Cryptosporidium hominis

Scientific classification
- Domain: Eukaryota
- Clade: Diaphoretickes
- Clade: SAR
- Clade: Alveolata
- Phylum: Apicomplexa
- Class: Conoidasida
- Order: Eucoccidiorida
- Family: Cryptosporidiidae
- Genus: Cryptosporidium
- Species: C. hominis
- Binomial name: Cryptosporidium hominis Morgan-Ryan, Fall, Ward, Hijjawi, Sulaiman, Fayer, Thompson, Olson, Lal and Xiao, 2002

= Cryptosporidium hominis =

- Authority: Morgan-Ryan, Fall, Ward, Hijjawi, Sulaiman, Fayer, Thompson, Olson, Lal and Xiao, 2002

Species of single-celled organism

Cryptosporidium hominis, along with Cryptosporidium parvum, is among the medically important Cryptosporidium species.
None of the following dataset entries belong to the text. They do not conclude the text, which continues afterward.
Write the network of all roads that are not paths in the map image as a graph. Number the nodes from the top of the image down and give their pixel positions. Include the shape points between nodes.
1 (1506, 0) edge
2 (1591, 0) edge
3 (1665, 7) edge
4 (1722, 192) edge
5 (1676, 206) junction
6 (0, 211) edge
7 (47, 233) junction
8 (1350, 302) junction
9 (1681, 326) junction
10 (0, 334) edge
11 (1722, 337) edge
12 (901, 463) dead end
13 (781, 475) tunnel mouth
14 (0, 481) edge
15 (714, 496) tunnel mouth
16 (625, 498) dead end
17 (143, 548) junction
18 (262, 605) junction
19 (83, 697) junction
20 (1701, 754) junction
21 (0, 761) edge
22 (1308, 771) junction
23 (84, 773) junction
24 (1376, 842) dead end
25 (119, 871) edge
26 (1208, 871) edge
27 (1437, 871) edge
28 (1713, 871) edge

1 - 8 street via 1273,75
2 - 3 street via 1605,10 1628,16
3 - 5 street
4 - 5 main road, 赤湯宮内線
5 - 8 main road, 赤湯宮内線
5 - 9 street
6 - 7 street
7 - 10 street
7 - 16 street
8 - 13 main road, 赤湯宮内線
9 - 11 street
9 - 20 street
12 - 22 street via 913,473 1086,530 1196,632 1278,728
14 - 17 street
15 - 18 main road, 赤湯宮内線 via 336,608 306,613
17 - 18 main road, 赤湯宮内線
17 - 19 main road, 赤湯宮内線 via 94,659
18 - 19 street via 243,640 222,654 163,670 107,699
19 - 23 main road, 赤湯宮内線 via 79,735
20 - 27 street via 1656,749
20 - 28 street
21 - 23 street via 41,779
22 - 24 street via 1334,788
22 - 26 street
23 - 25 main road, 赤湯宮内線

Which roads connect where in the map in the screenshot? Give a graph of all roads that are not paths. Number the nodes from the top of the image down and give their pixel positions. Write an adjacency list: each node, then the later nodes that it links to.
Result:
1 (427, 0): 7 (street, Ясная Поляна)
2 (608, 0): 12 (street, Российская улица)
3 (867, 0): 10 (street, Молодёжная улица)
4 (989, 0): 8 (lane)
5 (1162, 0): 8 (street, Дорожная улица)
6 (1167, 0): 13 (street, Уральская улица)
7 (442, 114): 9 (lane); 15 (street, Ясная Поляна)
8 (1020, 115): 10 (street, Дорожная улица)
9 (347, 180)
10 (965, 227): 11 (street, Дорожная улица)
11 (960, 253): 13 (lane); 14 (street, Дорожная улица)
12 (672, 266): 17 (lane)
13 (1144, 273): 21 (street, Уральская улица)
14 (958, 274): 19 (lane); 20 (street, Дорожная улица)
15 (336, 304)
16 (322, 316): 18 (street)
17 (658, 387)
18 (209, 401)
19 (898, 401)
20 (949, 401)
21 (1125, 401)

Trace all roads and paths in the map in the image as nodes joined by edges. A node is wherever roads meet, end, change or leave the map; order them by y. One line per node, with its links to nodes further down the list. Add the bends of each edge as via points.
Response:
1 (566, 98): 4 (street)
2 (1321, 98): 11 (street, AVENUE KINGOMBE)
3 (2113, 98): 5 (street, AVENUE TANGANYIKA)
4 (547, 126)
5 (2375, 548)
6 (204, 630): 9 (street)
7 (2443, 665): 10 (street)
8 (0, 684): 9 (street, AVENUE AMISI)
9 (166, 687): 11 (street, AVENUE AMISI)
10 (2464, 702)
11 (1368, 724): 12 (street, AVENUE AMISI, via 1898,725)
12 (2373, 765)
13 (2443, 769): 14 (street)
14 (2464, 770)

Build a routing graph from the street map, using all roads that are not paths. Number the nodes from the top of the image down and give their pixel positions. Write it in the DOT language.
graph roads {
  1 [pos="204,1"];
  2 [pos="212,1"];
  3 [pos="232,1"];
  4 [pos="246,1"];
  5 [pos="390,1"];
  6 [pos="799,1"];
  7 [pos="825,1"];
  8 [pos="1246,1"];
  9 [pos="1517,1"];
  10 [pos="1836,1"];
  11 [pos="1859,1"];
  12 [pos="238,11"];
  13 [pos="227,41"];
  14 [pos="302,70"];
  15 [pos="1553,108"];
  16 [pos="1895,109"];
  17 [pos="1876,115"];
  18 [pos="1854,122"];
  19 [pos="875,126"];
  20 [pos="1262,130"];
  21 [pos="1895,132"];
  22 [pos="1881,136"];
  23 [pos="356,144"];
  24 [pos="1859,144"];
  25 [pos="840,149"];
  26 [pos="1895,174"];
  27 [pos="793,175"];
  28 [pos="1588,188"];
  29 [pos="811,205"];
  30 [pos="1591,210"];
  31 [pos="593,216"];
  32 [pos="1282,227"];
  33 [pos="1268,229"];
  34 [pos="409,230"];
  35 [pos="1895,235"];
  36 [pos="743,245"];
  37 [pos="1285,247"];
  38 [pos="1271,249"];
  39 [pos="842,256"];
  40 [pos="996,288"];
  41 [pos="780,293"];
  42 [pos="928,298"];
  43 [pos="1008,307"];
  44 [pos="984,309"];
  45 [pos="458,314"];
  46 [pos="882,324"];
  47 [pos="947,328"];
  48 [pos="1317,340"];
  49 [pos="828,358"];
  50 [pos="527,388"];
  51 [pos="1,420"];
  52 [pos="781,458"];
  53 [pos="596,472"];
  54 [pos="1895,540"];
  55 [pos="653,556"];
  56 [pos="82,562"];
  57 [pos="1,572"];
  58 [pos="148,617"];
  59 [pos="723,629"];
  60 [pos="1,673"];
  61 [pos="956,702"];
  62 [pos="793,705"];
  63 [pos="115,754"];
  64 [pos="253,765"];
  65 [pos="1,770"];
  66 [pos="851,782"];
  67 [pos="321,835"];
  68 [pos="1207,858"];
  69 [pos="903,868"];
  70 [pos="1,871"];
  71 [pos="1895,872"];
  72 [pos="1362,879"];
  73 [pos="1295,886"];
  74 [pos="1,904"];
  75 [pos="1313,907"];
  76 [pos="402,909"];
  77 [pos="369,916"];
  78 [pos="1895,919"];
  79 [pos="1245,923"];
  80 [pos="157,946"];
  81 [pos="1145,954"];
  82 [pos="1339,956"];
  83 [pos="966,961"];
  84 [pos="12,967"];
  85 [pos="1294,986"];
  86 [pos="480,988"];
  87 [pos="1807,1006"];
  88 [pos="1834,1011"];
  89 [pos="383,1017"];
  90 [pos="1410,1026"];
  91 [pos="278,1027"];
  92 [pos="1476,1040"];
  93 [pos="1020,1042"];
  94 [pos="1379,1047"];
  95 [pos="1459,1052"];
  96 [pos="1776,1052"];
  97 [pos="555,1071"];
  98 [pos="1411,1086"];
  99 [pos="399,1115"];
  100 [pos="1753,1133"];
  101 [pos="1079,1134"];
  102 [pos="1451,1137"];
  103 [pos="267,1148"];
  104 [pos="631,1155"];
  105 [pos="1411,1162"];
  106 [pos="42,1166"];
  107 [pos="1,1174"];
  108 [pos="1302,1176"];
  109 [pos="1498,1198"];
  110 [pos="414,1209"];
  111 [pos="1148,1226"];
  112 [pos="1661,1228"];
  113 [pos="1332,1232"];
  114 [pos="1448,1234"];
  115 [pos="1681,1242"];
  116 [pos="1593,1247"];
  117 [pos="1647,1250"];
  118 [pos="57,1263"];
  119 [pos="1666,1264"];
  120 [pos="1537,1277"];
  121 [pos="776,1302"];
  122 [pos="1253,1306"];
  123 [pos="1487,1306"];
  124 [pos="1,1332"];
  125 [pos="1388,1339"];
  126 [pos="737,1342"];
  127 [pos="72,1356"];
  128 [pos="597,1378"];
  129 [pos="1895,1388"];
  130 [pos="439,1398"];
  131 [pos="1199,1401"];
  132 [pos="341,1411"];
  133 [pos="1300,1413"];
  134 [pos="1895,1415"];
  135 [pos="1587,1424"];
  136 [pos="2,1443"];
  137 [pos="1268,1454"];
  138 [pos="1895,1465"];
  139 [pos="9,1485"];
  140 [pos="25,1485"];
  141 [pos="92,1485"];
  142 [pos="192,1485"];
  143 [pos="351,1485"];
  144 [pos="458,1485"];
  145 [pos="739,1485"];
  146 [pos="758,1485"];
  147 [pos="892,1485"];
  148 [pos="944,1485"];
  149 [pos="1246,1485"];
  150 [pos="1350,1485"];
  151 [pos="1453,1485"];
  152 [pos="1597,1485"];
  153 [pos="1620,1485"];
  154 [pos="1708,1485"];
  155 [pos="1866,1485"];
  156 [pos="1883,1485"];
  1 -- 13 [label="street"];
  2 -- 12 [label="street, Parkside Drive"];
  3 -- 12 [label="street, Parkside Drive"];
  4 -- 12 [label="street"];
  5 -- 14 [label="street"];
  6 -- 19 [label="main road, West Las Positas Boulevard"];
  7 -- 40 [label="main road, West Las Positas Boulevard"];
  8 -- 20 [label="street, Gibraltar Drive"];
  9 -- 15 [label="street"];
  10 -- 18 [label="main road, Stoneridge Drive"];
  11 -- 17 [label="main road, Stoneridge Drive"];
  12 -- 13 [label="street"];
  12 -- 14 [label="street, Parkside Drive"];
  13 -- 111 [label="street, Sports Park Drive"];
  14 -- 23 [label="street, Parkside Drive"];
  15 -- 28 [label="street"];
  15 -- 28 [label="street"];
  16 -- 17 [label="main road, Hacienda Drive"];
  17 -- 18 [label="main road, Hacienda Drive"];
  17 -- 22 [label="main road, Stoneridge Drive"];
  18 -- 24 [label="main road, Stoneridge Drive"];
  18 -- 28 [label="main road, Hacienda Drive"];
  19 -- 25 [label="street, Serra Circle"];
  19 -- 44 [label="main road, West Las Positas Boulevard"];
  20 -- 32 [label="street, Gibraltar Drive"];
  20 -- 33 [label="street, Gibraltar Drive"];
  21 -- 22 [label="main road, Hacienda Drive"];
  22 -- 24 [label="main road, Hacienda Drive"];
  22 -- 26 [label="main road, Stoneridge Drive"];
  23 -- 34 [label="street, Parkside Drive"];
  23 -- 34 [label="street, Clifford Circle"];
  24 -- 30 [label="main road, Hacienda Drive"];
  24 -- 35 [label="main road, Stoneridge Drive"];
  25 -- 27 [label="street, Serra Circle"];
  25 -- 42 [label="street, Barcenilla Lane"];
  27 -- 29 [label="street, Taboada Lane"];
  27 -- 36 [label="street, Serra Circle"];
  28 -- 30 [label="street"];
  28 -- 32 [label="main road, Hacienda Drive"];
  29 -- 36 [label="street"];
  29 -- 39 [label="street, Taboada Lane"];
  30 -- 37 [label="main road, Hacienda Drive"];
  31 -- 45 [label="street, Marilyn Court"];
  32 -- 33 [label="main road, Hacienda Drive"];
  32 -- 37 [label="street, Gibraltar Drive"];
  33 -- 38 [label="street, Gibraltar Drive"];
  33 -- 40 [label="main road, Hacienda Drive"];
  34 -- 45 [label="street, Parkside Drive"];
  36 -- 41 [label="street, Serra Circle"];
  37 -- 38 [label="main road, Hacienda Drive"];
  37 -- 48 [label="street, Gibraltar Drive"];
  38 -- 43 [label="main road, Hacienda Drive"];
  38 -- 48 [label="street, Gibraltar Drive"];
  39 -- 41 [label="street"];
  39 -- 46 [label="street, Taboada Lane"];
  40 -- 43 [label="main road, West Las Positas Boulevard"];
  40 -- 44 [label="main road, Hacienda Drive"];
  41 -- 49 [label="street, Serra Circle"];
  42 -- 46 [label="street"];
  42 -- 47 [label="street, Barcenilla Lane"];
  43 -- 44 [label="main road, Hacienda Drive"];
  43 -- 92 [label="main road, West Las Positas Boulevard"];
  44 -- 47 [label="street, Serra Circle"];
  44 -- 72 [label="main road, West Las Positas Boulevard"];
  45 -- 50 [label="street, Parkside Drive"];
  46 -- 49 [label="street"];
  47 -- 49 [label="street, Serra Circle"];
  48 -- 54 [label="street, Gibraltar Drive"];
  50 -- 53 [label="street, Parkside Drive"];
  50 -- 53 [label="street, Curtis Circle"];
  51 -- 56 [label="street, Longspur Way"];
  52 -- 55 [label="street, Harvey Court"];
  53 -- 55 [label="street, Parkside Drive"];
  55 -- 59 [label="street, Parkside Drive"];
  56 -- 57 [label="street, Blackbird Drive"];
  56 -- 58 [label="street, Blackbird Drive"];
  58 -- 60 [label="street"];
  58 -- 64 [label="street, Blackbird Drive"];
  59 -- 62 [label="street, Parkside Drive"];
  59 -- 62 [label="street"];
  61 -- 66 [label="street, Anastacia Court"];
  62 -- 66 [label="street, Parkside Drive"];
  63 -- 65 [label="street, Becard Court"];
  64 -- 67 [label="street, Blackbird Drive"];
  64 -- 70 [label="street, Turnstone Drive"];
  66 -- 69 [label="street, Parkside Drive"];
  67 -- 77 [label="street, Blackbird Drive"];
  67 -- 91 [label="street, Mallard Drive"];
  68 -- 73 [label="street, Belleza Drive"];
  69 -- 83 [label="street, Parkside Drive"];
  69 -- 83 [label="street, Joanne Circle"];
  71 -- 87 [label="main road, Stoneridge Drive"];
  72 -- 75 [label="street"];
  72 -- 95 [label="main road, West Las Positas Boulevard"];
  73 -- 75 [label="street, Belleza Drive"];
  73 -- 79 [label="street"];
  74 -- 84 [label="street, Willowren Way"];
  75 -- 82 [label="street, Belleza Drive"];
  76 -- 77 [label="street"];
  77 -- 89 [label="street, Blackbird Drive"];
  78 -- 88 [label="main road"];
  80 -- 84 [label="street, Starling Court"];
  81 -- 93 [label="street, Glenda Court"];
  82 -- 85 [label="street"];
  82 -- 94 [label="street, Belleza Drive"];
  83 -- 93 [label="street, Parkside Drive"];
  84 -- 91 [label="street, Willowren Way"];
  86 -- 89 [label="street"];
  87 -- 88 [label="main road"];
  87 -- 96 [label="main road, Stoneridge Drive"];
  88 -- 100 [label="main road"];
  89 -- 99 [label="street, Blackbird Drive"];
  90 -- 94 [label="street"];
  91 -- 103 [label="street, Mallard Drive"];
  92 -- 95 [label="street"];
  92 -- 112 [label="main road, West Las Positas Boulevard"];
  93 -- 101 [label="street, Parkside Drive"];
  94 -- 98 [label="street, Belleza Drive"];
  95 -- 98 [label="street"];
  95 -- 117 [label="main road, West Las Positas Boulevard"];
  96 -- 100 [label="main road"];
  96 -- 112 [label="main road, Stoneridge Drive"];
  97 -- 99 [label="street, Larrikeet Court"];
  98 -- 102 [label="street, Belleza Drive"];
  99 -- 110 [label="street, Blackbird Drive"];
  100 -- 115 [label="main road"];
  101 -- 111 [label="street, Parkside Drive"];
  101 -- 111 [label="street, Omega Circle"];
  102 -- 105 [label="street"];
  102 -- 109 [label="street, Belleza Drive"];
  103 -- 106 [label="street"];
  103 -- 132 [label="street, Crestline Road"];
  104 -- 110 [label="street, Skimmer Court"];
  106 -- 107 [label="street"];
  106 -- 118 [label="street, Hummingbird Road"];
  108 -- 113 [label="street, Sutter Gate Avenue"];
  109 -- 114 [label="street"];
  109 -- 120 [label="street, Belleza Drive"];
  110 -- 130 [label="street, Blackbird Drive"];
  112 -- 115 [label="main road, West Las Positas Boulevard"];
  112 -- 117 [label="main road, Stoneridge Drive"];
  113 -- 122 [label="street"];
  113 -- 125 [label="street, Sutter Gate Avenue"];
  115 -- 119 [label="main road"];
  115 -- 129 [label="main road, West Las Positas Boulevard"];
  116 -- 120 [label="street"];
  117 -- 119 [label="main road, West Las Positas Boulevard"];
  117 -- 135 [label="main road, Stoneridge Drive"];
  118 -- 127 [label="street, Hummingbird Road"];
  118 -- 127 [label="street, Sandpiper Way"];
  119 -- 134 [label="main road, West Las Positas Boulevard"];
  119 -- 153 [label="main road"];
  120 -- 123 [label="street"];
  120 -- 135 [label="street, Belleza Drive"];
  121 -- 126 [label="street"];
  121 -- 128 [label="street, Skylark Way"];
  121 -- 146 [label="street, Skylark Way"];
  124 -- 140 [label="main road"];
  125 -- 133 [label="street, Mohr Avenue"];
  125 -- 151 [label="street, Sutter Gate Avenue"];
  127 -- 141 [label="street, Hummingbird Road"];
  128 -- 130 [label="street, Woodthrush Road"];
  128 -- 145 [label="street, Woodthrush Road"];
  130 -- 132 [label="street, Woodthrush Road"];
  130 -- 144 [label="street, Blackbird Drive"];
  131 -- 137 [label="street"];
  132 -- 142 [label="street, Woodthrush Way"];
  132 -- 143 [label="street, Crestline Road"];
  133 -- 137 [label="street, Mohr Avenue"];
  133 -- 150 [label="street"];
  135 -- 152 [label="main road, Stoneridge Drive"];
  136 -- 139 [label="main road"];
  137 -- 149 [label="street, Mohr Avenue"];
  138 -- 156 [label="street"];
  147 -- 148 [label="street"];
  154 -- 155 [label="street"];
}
It is an obligate parasite of humans that can colonize the gastrointestinal tract resulting in the gastroenteritis and diarrhea characteristic of cryptosporidiosis. Unlike C. parvum, which has a rather broad host range, C. hominis is almost exclusively a parasite of humans. As a result, C. hominis has a low zoonotic potential compared to C. parvum. It is spread through the fecal-oral route usually by drinking water contaminated with oocyst laden feces. There are many exposure risks that people can encounter in affected areas of the world. Cryptosporidium infections are large contributors of child death and illness in heavily affected areas, yet low importance has been placed on both identifying the species and finding more treatment options outside of nitazoxanide for children and AIDS patients.

==Characteristics==
Cryptosporidium hominis shares many similar characteristics with C. parvum including identical oocyst morphology and life-cycle. The different cryptosporidium species share nearly identical morphological features, so differentiation is only seen at the molecular level. As a result, C. hominis is most easily differentiated from C. parvum through genetic analysis via time-intensive PCR-restriction fragment length polymorphism or gene sequencing.

==Life cycle==
The life cycle of Cryptosporidium hominis is similar to that of others of the genus with infective sporozoites from ingested oocysts invading gut epithelium. From there, they undergo merogony and generate merozoites, which escape and can reinvade additional cells and form a secondary meront. The secondary meront then releases secondary merozoites which reinvade and undergo gametogony forming micro and macrogametocytes. The gametocytes can then fuse, forming a zygote, which starts the cycle again.

== Treatment ==
Though symptoms in most immunocompetent persons will resolve without treatment, nitazoxanide has been approved for treatment of diarrhea resulting from cryptosporidiosis. The effectiveness of nitazoxanide in immunocompromised patients, however, is uncertain and current treatments revolve around boosting the host immune system to aid in symptom resolution. Current avenues for treatment include scanning the Cryptosporidium hominis genome for possible targets for vaccine development.